The Battle Of Algiers

Another chance to see one of the all time great (from 1966) films; has there been better films with the content of war as its subject.
We immeditely cast our minds to 'Waltz With Bashir'. These films can't be directly compared to each other, that is not the intention. What one could argue has happened is that there has been a movement in the experience of sanctioned violence. It now no longer has this street style, the dirty compromises and so on. It is now all completely unreal, the round edges and complete unreality. Even for when it is being lived, war is now a memory, now something that no one ever experiences except through songs and slightly waspish mediation of others, that one can look at, read about, but can't touch. Even for those 'soldiers'. It is a new kind of space, no longer concrete but now cut apart by the camera, it is a sort of floating space far far away from the street and the houses that, in 'Algiers', the actors can and do constanly dissapear into.
'The Battle Of Algiers' was just as powerful on second watching.
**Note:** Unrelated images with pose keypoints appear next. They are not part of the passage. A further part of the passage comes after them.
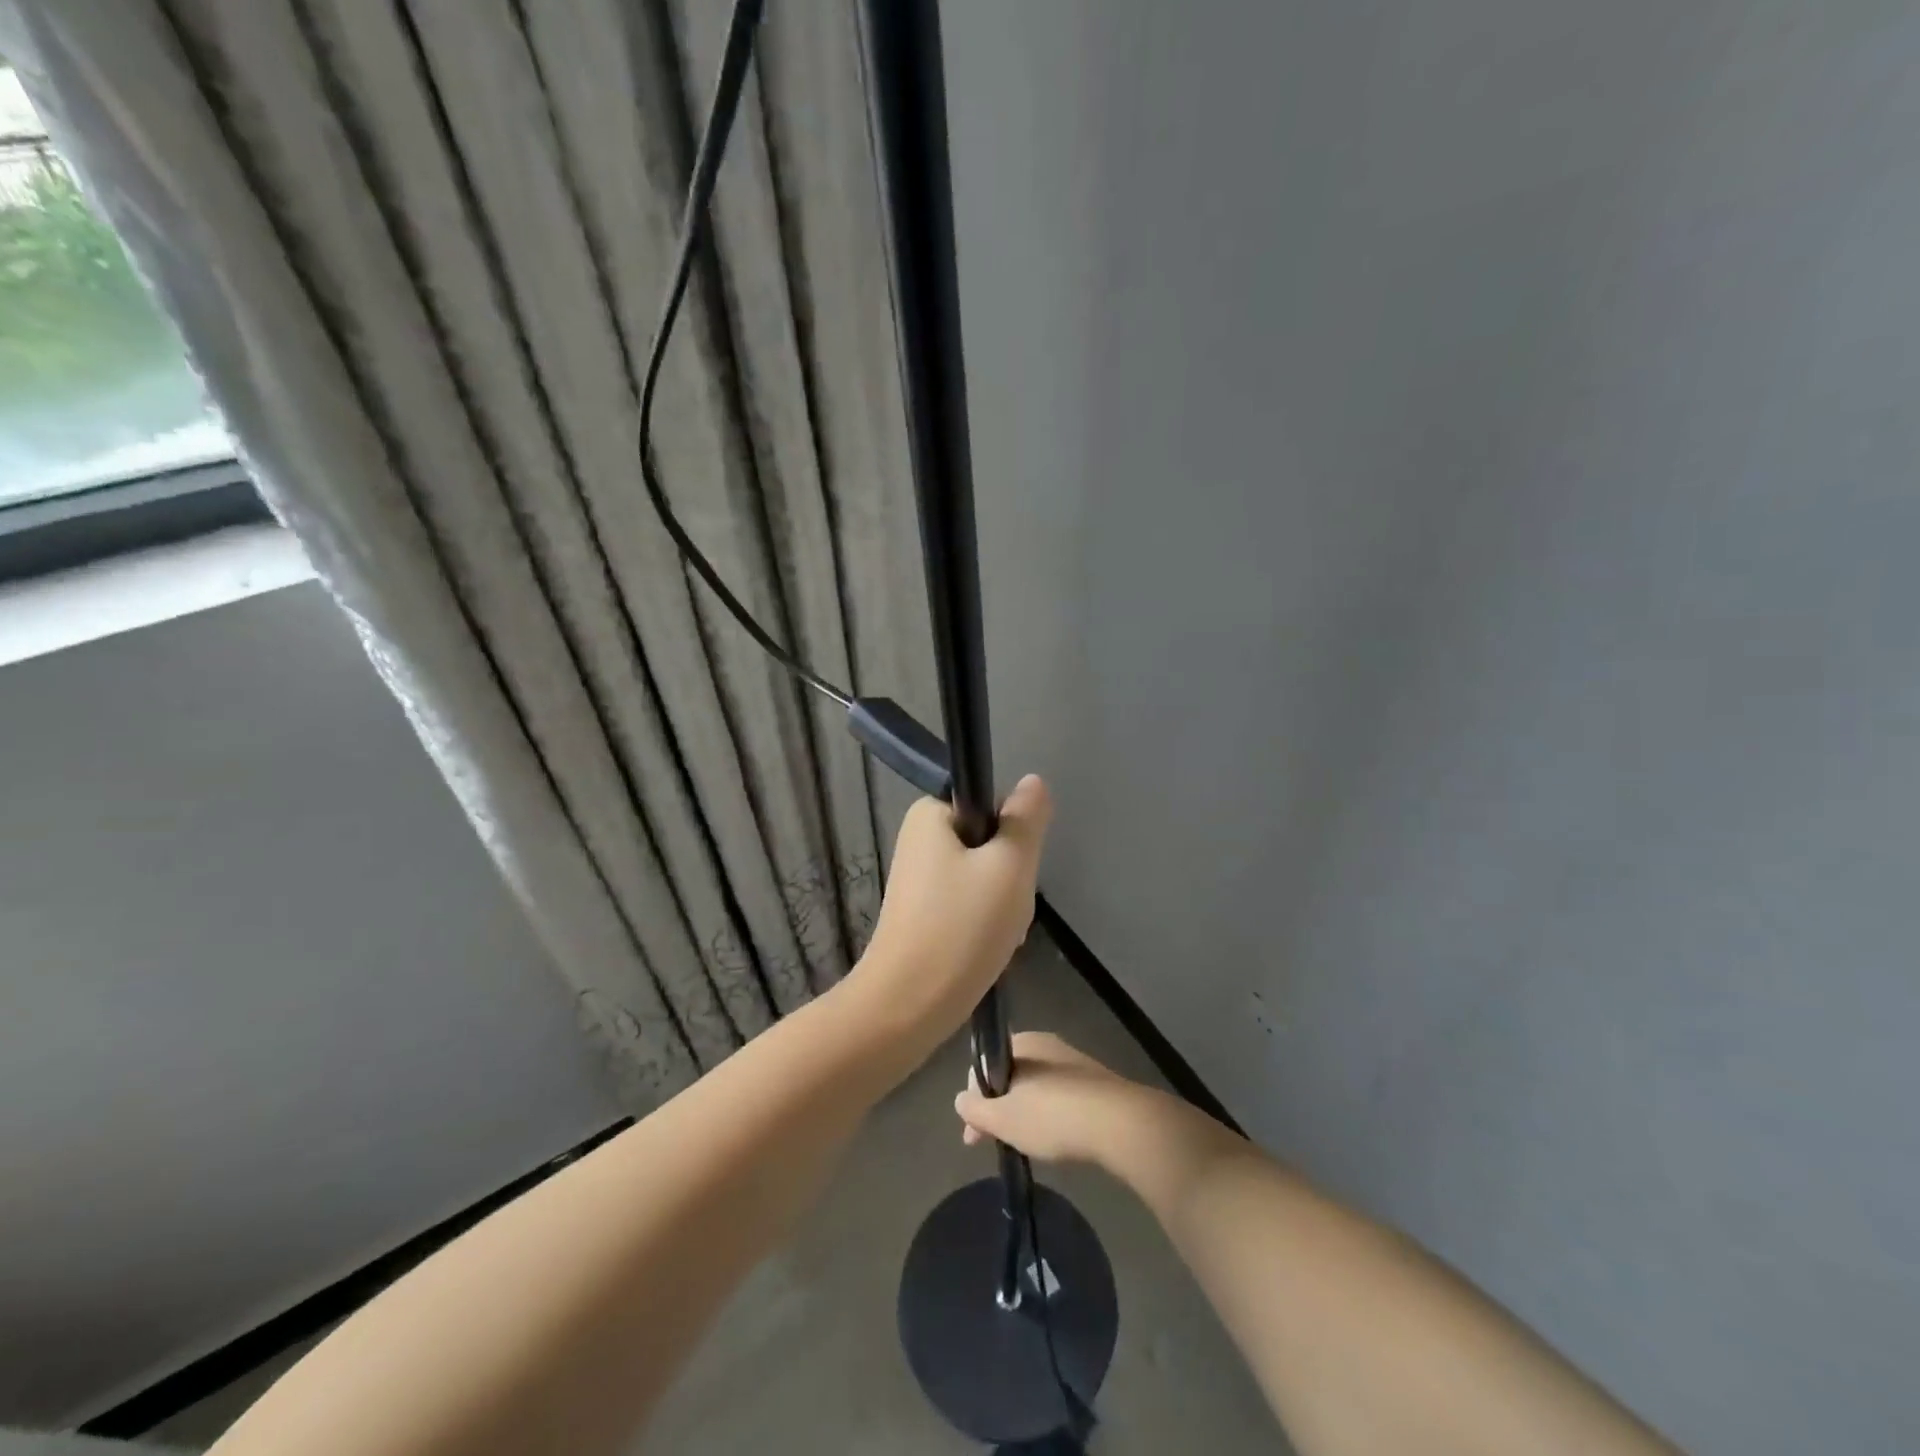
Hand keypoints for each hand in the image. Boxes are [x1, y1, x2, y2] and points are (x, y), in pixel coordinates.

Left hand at [855, 774, 1052, 1049]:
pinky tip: (987, 952)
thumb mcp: (1009, 866)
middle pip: (989, 843)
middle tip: (1007, 910)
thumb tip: (1032, 781)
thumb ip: (1025, 820)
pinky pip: (967, 905)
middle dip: (1009, 877)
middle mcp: (919, 839)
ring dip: (1002, 905)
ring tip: (998, 937)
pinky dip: (984, 925)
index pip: (992, 805)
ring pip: (983, 878)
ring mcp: (918, 879)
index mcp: (930, 814)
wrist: (907, 1007)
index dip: (1014, 836)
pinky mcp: (921, 913)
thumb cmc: (961, 928)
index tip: (1014, 873)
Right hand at [953, 1032, 1140, 1164]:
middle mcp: (1046, 1044)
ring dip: (1023, 1113)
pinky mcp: (1095, 1083)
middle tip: (995, 1143)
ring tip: (1023, 1145)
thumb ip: (976, 1109)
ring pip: (1035, 1087)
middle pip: (1010, 1076)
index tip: (973, 1132)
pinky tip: (1053, 1139)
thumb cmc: (1052, 1116)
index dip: (974, 1098)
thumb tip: (960, 1099)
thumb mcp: (1003, 1119)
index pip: (984, 1065)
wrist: (1119, 1124)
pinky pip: (1060, 1097)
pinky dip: (1049, 1116)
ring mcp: (1073, 1062)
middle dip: (998, 1108)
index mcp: (1022, 1042)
It remains the truth of the horrible cliche, 'unbearably tense', it has identification, even-handedness, but still an immensely powerful message? Is the music a little overheated? It adds great atmosphere, boduly feelings are engaged enough as it is, but all the more so.
Despite it being a repeat view, the final scenes still bring one to tears of power. The overwhelming power of the people remains in this film, and in our experience of watching it. But where else?